As Principal of the district’s Cyber School. “All I know is education,” he said. But as a regular participant in the Consortium’s Educator in the Workforce program, McCloskey feels he’s not only broadened his understanding of employers and jobs in the region, he’s learned to his surprise, “how much on-the-job training is available,” including for students with only a high school diploma. “We heard about it here at ALCOSAN, we heard about it at PNC and we heard about it at NEP Group.”

McCloskey participated in two program sessions in March—the one at ALCOSAN, where he took time between activities for a brief interview, and another at PNC Financial Group. He also had participated in several sessions last year, including a daylong immersion at NEP Group.
Like McCloskey, most participants in Educator in the Workforce are looking to increase their knowledge of employers outside of education so that they can support students in learning what they’ll need to know as they enter the workforce. In some cases, the participants are teachers who want to be able to connect the subjects they’re teaching with real-world needs and applications. Others, whether counselors or classroom educators, want to be able to serve as sounding boards for students trying to connect their own interests and skills to possible occupations.
At both ALCOSAN and PNC, human resources specialists and others on staff took pains to point out that even entry-level jobs can be stepping stones to many opportunities that not only provide on-the-job training, but in some cases, tuition reimbursement for obtaining degrees.
PNC employs 56,000 and “on any given day, there are 3,000 jobs open in this bank,” said Executive Vice President Caitlin McLaughlin, who oversees the financial firm’s talent and compensation programs. “Just because you don’t have a finance major doesn’t mean you won’t be a good fit for PNC,” she said.
In fact, even lack of a degree doesn’t rule candidates out at PNC, where jobs might range as far from finance as information technology or human resources, or ALCOSAN, where many of jobs are technical, involving water testing and the like.
“You can start here as a janitor,” in the unionized segment of ALCOSAN’s workforce and use seniority to hopscotch through a spectrum of jobs and training opportunities, said Tara Prince, an analytical chemist who has gone through several job changes there, including to one that enabled her to earn her degree.

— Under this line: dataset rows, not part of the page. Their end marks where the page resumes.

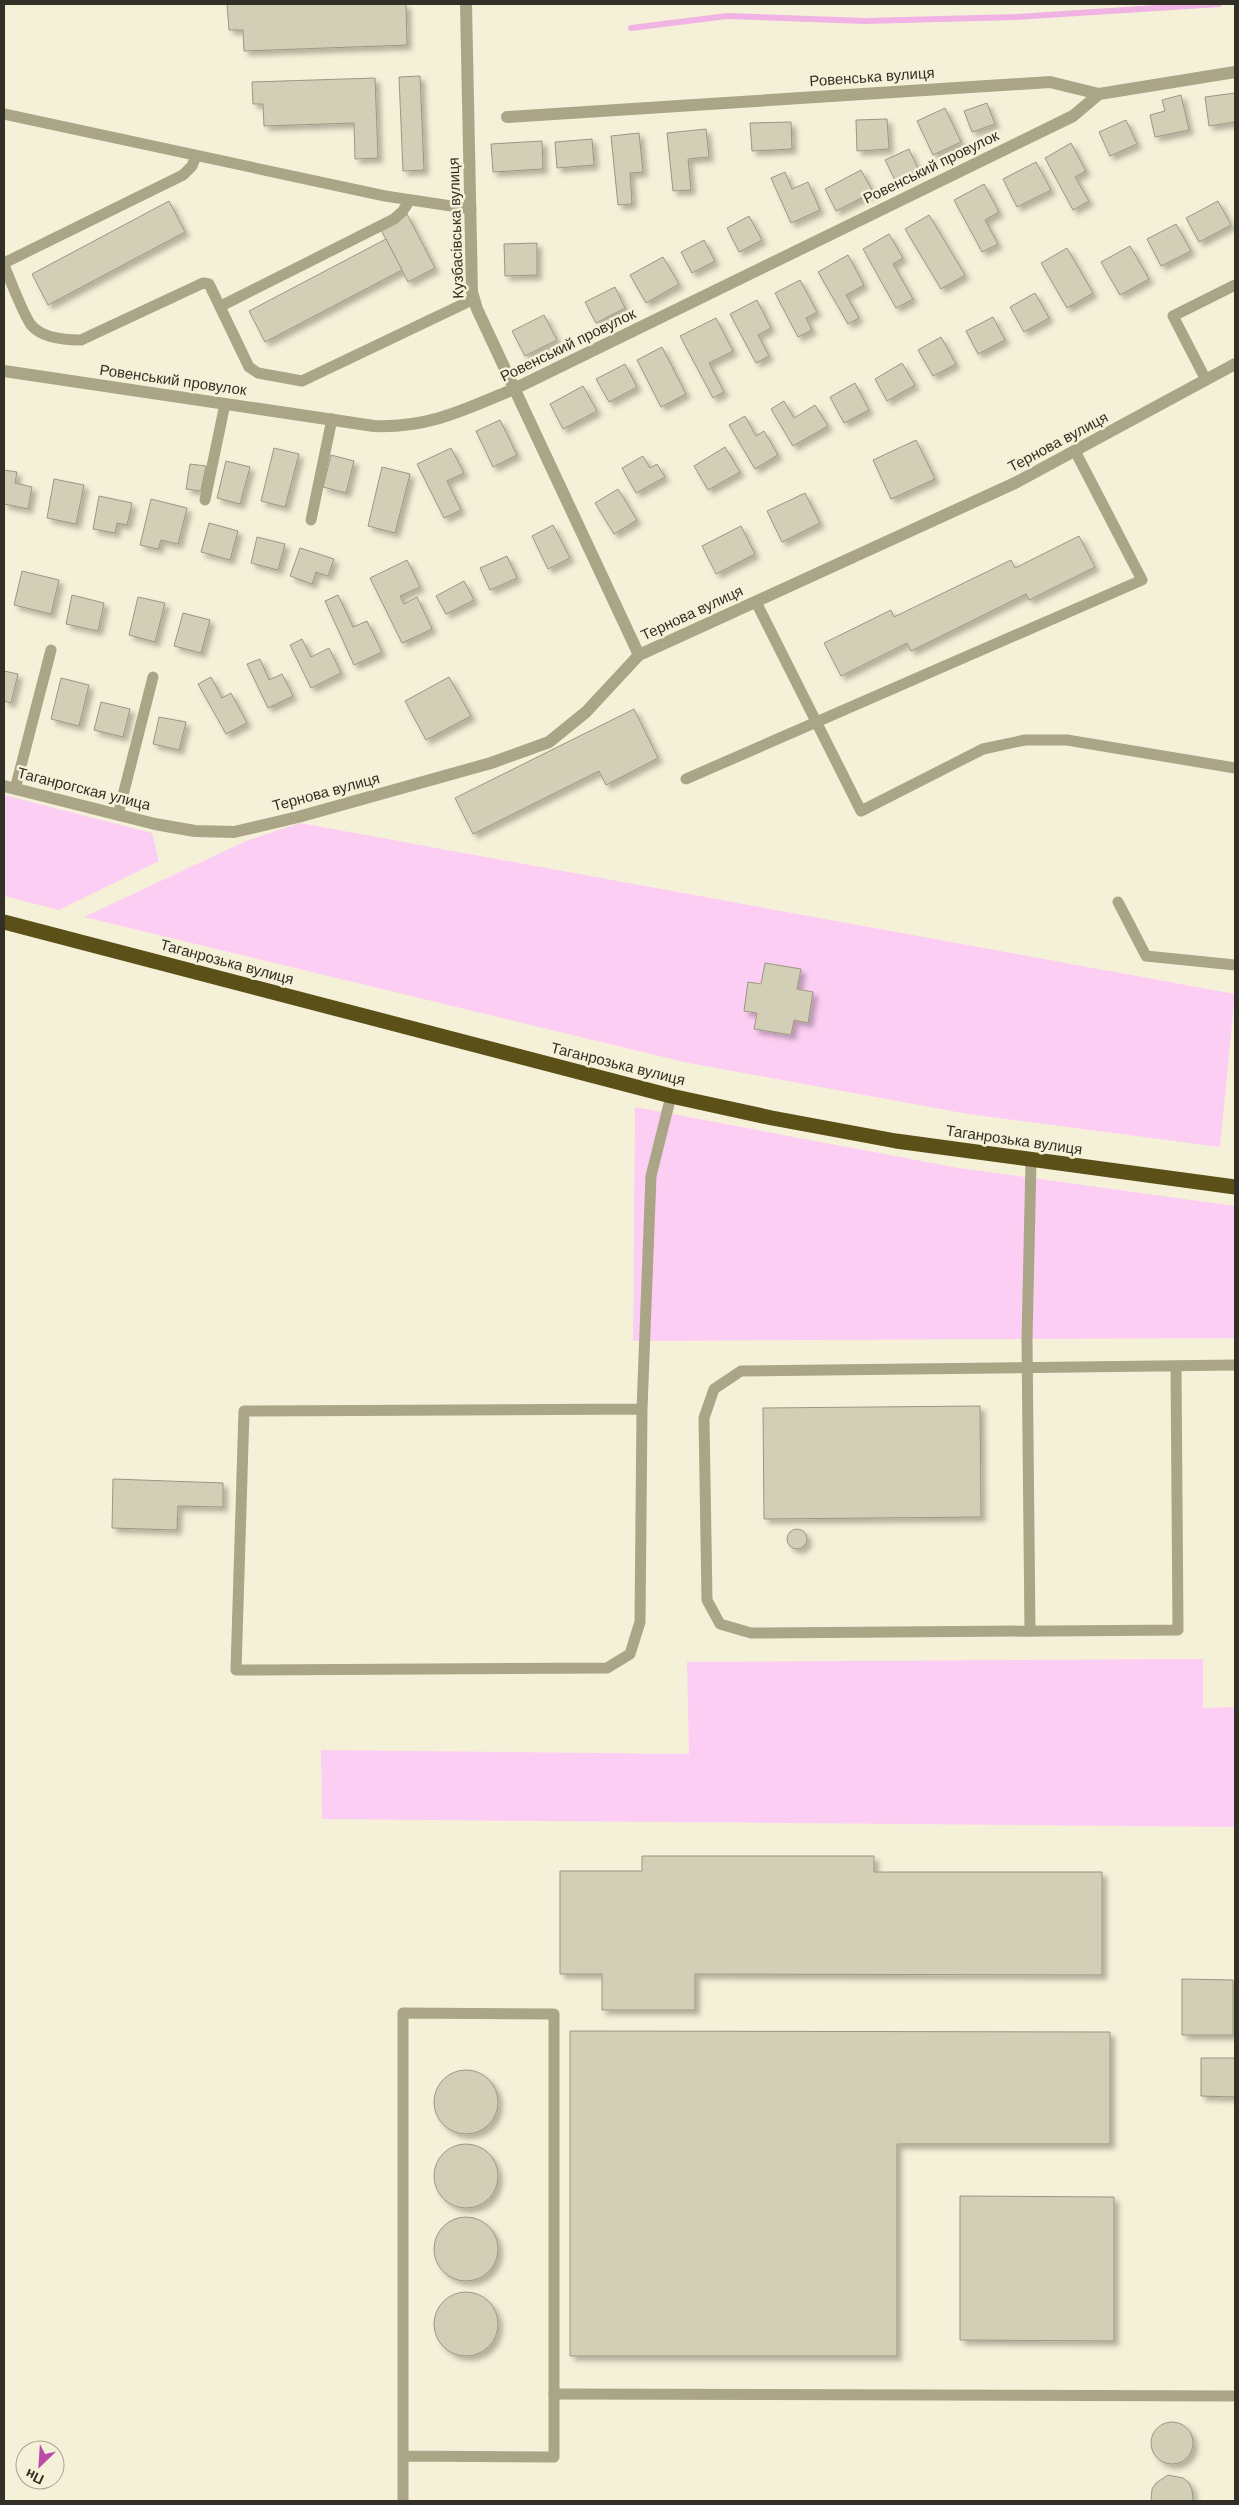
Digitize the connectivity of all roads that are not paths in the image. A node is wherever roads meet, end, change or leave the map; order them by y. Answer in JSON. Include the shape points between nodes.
{"nodes":[{"id":1,"x":466,"y":4,"type":"edge"},
{"id":2,"x":1235,"y":72,"type":"edge"},
{"id":3,"x":1099,"y":94,"type":"junction"},
{"id":4,"x":4,"y":114,"type":"edge"},
{"id":5,"x":507,"y":117,"type":"dead end"},
{"id":6,"x":196,"y":156,"type":"junction"},
{"id":7,"x":410,"y":200,"type":"junction"},
{"id":8,"x":471,"y":209,"type":"junction"},
{"id":9,"x":4,"y":264,"type":"edge"},
{"id":10,"x":1235,"y":285,"type":"edge"},
{"id":11,"x":474,"y":299,"type":"junction"},
{"id":12,"x":221,"y":306,"type":"junction"},
{"id":13,"x":1235,"y":364,"type":"edge"},
{"id":14,"x":4,"y":371,"type":"edge"},
{"id":15,"x":1206,"y":380,"type":"junction"},
{"id":16,"x":514,"y":390,"type":"junction"},
{"id":17,"x":225,"y":404,"type":"junction"},
{"id":18,"x":332,"y":420,"type":"junction"},
{"id":19,"x":1075,"y":451,"type":"junction"},
{"id":20,"x":205,"y":500,"type":"dead end"},
{"id":21,"x":312,"y":520,"type":"dead end"},
{"id":22,"x":756,"y":602,"type":"junction"},
{"id":23,"x":51,"y":650,"type":"dead end"},
{"id":24,"x":639,"y":655,"type":"junction"},
{"id":25,"x":153,"y":677,"type":"dead end"},
{"id":26,"x":816,"y":722,"type":"junction"},
{"id":27,"x":1235,"y":768,"type":"edge"},
{"id":28,"x":686,"y":779,"type":"dead end"},
{"id":29,"x":10,"y":787,"type":"edge"},
{"id":30,"x":118,"y":815,"type":"junction"},
{"id":31,"x":155,"y":824,"type":"joint"},
{"id":32,"x":1118,"y":902,"type":"dead end"},
{"id":33,"x":4,"y":922,"type":"edge"},
{"id":34,"x":1235,"y":965,"type":"edge"},
{"id":35,"x":671,"y":1096,"type":"junction"},
{"id":36,"x":1031,"y":1161,"type":"junction"},
{"id":37,"x":1235,"y":1187,"type":"edge"},
{"id":38,"x":1235,"y":1365,"type":"edge"},
{"id":39,"x":1176,"y":1366,"type":"junction"},
{"id":40,"x":1028,"y":1368,"type":"junction"},
{"id":41,"x":642,"y":1409,"type":"junction"},
{"id":42,"x":1030,"y":1631,"type":"junction"},
{"id":43,"x":554,"y":2394,"type":"junction"},
{"id":44,"x":1235,"y":2396,"type":"edge"},
{"id":45,"x":403,"y":2456,"type":"junction"},
{"id":46,"x":403,"y":2501,"type":"edge"}],
"edges":[{"from":1,"to":8,"type":"street","name":"Кузбасівська вулиця"},
{"from":2,"to":3,"type":"street","name":"Ровенська вулиця"},
{"from":3,"to":5,"type":"street","name":"Ровенська вулиця","via":[[1050,82]]},
{"from":3,"to":16,"type":"street","name":"Ровенський провулок","via":[[1073,116]]},
{"from":4,"to":6,"type":"lane"},
{"from":6,"to":7,"type":"lane"},
{"from":6,"to":9,"type":"lane","via":[[183,175]]},
{"from":7,"to":8,"type":"lane"},
{"from":7,"to":12,"type":"lane","via":[[394,219]]},
{"from":8,"to":11,"type":"street","name":"Кузбасівська вулиця"},
{"from":9,"to":12,"type":"lane","via":[[32,326],[64,339],[81,340],[202,283],[209,284]]},
{"from":10,"to":15,"type":"lane","via":[[1173,316]]},
{"from":11,"to":12,"type":"lane","via":[[302,381],[258,372],[249,367]]},
{"from":11,"to":16,"type":"street","name":"Кузбасівська вулиця"},
{"from":13,"to":15,"type":"street","name":"Тернова вулиця"},
{"from":14,"to":17,"type":"street","name":"Ровенський провулок"},
{"from":15,"to":19,"type":"street","name":"Тернова вулиця"},
{"from":16,"to":18,"type":"street","name":"Ровенський провулок","via":[[420,424],[374,426]]},
{"from":16,"to":24,"type":"street","name":"Кузбасівська вулиця"},
{"from":17,"to":18,"type":"street","name":"Ровенський провулок"},
{"from":17,"to":20,"type":"lane"},
{"from":18,"to":21,"type":"lane"},
{"from":19,"to":22,"type":"street","name":"Тернова вулиця","via":[[1015,483]]},
{"from":19,"to":26,"type":"lane","via":[[1142,580]]},
{"from":22,"to":24,"type":"street","name":"Тернова вулиця"},
{"from":22,"to":26,"type":"lane"},
{"from":23,"to":29,"type":"lane"},
{"from":24,"to":31,"type":"street","name":"Тернова вулиця","via":[[586,712],[549,742],[500,760],[396,791],[234,832],[195,831]]},
{"from":25,"to":30,"type":"lane"},
{"from":26,"to":27,"type":"lane","via":[[861,811],[983,749],[1025,740],[1068,740]]},
{"from":26,"to":28,"type":"lane"},
{"from":29,"to":30,"type":"street","name":"Таганрогская улица"},
{"from":30,"to":31,"type":"street","name":"Таганрогская улица"},
{"from":32,"to":34,"type":"lane","via":[[1146,956]]},
{"from":33,"to":35,"type":"highway","name":"Таганрозька вулиця"},
{"from":35,"to":36,"type":"highway","name":"Таганрозька вулиця","via":[[839,1132]]},
{"from":35,"to":41,"type":"lane","via":[[651,1176]]},
{"from":36,"to":37,"type":"highway","name":"Таганрозька вулиця"},
{"from":36,"to":40,"type":"lane"},
{"from":38,"to":39,"type":"lane"},
{"from":39,"to":40,"type":"lane"},
{"from":39,"to":42,"type":"lane","via":[[1178,1630]]},
{"from":40,"to":42,"type":"lane"},
{"from":40,"to":42,"type":"lane","via":[[741,1371],[714,1389],[704,1418],[707,1600],[720,1624],[751,1633]]},
{"from":41,"to":41,"type":"lane","via":[[244,1412],[236,1670],[607,1668],[630,1654],[640,1622]]},
{"from":43,"to":44,"type":"lane"},
{"from":43,"to":45,"type":"lane","via":[[554,2457]]},
{"from":43,"to":45,"type":"lane","via":[[554,2014],[403,2013]]},
{"from":45,"to":46,"type":"lane"}]}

She noted that there are numerous apprenticeship opportunities within ALCOSAN that teach skilled trades like plumbing and HVAC maintenance as well as other opportunities for students “who don’t see college as part of their future.” Additionally, ALCOSAN offers a range of administrative and managerial opportunities.

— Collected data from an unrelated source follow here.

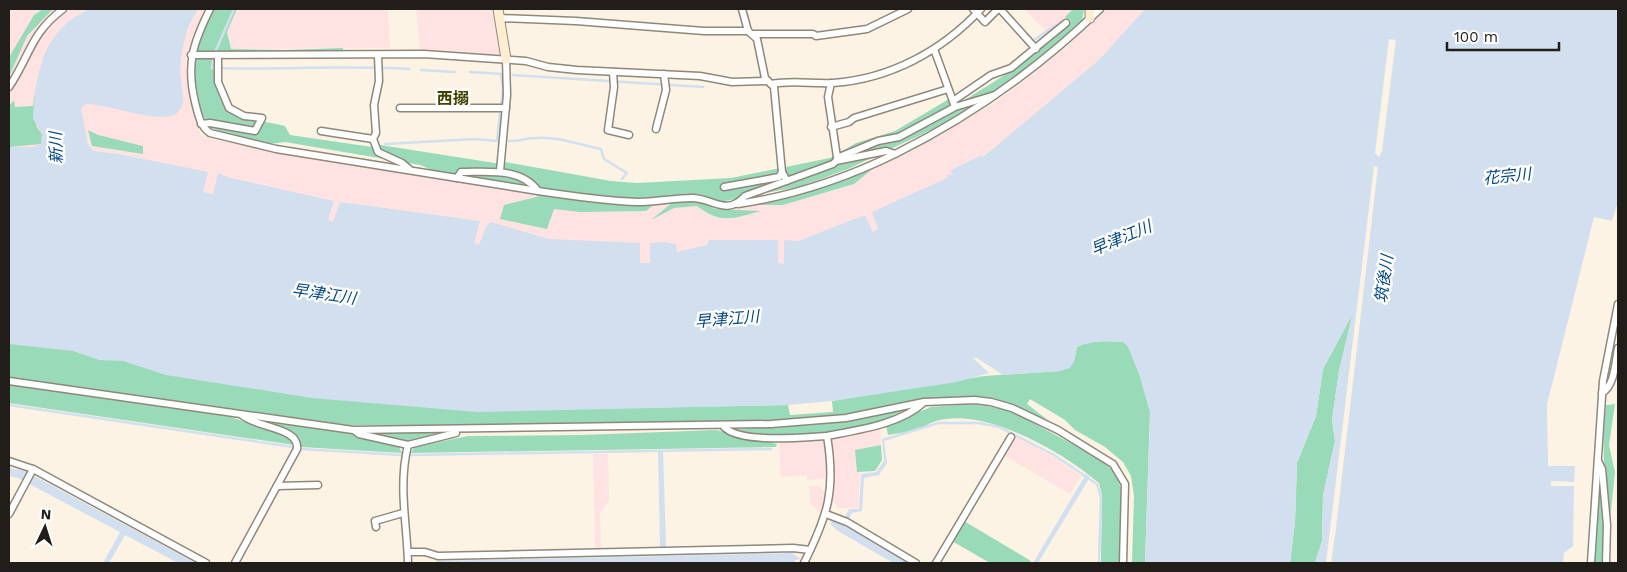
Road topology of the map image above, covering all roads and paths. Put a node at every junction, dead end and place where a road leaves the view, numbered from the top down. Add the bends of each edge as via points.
1 (63, 9) edge
2 (210, 9) edge
3 (742, 9) edge
4 (908, 9) edge
5 (999, 9) edge
6 (1100, 9) edge
7 (977, 10) edge
8 (499, 13) edge
9 (1090, 13) edge
10 (1066, 23) dead end
11 (751, 33) junction
12 (934, 49) junction
13 (1036, 49) junction
14 (378, 54) junction
15 (191, 55) junction
16 (218, 56) junction
17 (506, 59) junction
18 (664, 74) junction
19 (613, 78) junction
20 (770, 83) junction
21 (831, 83) junction
22 (9, 87) edge
23 (948, 89) junction
24 (999, 94) junction
25 (954, 104) junction
26 (400, 108) dead end
27 (506, 108) junction
28 (201, 124) junction
29 (831, 127) junction
30 (656, 129) dead end
31 (321, 131) dead end
32 (630, 135) dead end
33 (373, 140) junction
34 (895, 154) junction
35 (837, 159) junction
36 (410, 169) junction
37 (500, 171) junction
38 (782, 172) junction
39 (457, 178) junction
40 (787, 181) junction
41 (724, 187) dead end
42 (538, 191) junction
43 (738, 204) junction
44 (1618, 304) edge
45 (1618, 348) edge
46 (9, 381) edge
47 (1602, 393) junction
48 (924, 402) junction
49 (242, 415) junction
50 (724, 426) junction
51 (354, 430) junction
52 (465, 430) junction
53 (827, 436) junction
54 (1011, 437) dead end
55 (408, 445) junction
56 (1597, 459) junction
57 (9, 461) edge
58 (33, 469) junction
59 (318, 485) dead end
60 (277, 486) junction
61 (403, 513) junction
62 (9, 514) edge
63 (829, 515) junction
64 (376, 527) dead end
65 (810, 550) junction
66 (408, 552) junction
67 (206, 563) edge
68 (235, 563) edge
69 (408, 563) edge
70 (804, 563) edge
71 (916, 563) edge
72 (936, 563) edge
73 (1123, 563) edge
74 (1591, 563) edge
75 (1606, 563) edge

1 - 22 street via 34,37
2 - 15 street
3 - 11 street
4 - 11 street via 868,29 816,36
5 - 7 street via 985,22
5 - 13 street
6 - 9 street
7 - 12 street via 966,25
8 - 11 street
8 - 17 street
9 - 24 street via 1061,46
10 - 13 street
11 - 20 street
12 - 21 street via 884,74
12 - 23 street
13 - 25 street via 1011,68 991,75
14 - 16 street
14 - 17 street
14 - 33 street via 374,105 376,133
15 - 16 street
15 - 28 street via 192,90
16 - 28 street via 218,82 228,108 239,114 262,118 255,131
17 - 19 street
17 - 27 street
18 - 19 street
18 - 20 street
18 - 30 street via 666,90
19 - 32 street via 608,130
20 - 21 street via 792,80
20 - 38 street via 776,93
21 - 29 street via 828,98
23 - 25 street
23 - 29 street
24 - 25 street
24 - 34 street via 961,119
25 - 35 street via 899,138 878,141
26 - 27 street
27 - 37 street
28 - 36 street via 210,133 245,142
29 - 35 street
31 - 33 street
33 - 36 street via 378,152
34 - 35 street via 886,151
34 - 43 street via 800,191
35 - 40 street via 833,164
36 - 39 street
37 - 39 street via 461,172
37 - 42 street via 532,183
38 - 40 street
38 - 41 street via 780,178
39 - 42 street
40 - 43 street via 745,196
42 - 43 street via 598,200 638,202 693,198 715,205
44 - 47 street
45 - 47 street via 1612,381
46 - 49 street
47 - 56 street
48 - 50 street via 814,422
48 - 53 street via 917,409 876,426
48 - 73 street via 975,400 1012,408 1058,430 1113,464 1125,484
49 - 51 street
49 - 60 street via 249,421 289,433 298,443
50 - 52 street
50 - 53 street via 733,433 776,439
51 - 52 street
51 - 55 street via 359,434
52 - 55 street
53 - 63 street
54 - 72 street
55 - 61 street via 404,464
56 - 74 street
56 - 75 street via 1602,469 1608,525
57 - 58 street
58 - 62 street
58 - 67 street
59 - 60 street
60 - 68 street
61 - 64 street via 375,521
61 - 66 street
63 - 65 street
63 - 71 street via 847,522
65 - 66 street via 438,556
65 - 70 street
66 - 69 street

PNC staffers also emphasized the importance of soft skills. In addition to the 4Cs—communications, collaboration, critical thinking and creativity—that schools increasingly are trying to incorporate into lesson planning, students also need to gain an appreciation of constructive criticism, McLaughlin said. PNC interns facing mid-summer reviews often misinterpret the process, she adding that some who haven’t ever been through it “melt down.”

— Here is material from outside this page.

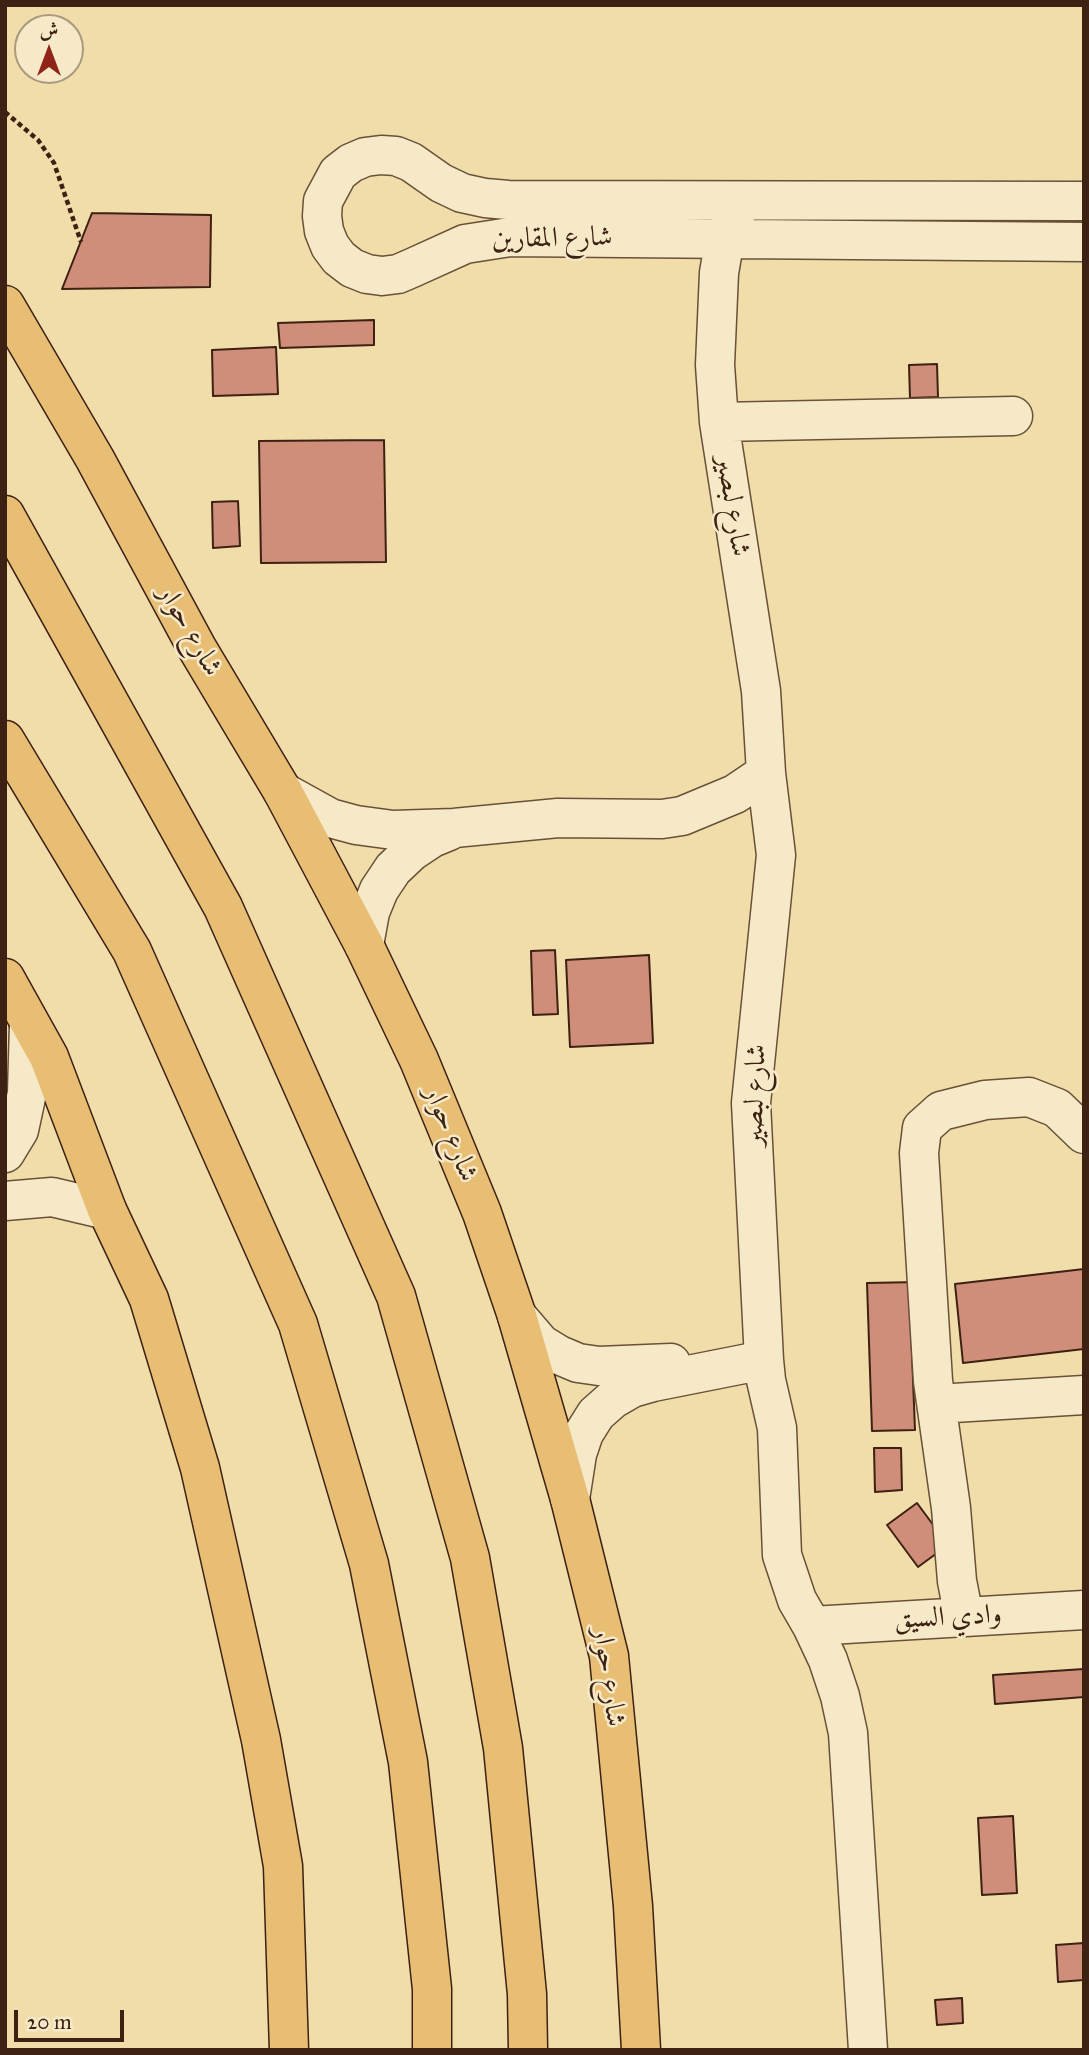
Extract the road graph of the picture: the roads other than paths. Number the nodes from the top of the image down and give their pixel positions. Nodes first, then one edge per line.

Like all performance evaluations, the summer review process entails discussion of areas where employees “need improvement” as well as areas where they’re meeting or exceeding expectations. Learning that the process is intended to assist professional development, “is a huge skill,” McLaughlin said.
As valuable as the insights offered by employers during some Educator in the Workforce sessions are those offered from an employee perspective, especially when the employees are just starting out. Participants at the PNC’s session, for example, heard from recent PNC recruits, including one who joined the firm just out of high school as an alumnus of PartnerUP, a pre-employment training program that PNC organized with help from the Consortium.
Among other things, these young people gave attendees the benefit of their hindsight on what gaps high schools might fill in curriculum. One young woman said she wished she had had a chance to learn and practice PowerPoint. Similarly, another said she found that during and after college, she had to catch up with and learn from peers who had apparently had had more opportunities to practice presentation skills. Yet another said she wished she had learned some coding and almost all the young people said they wished they had learned more about personal finances.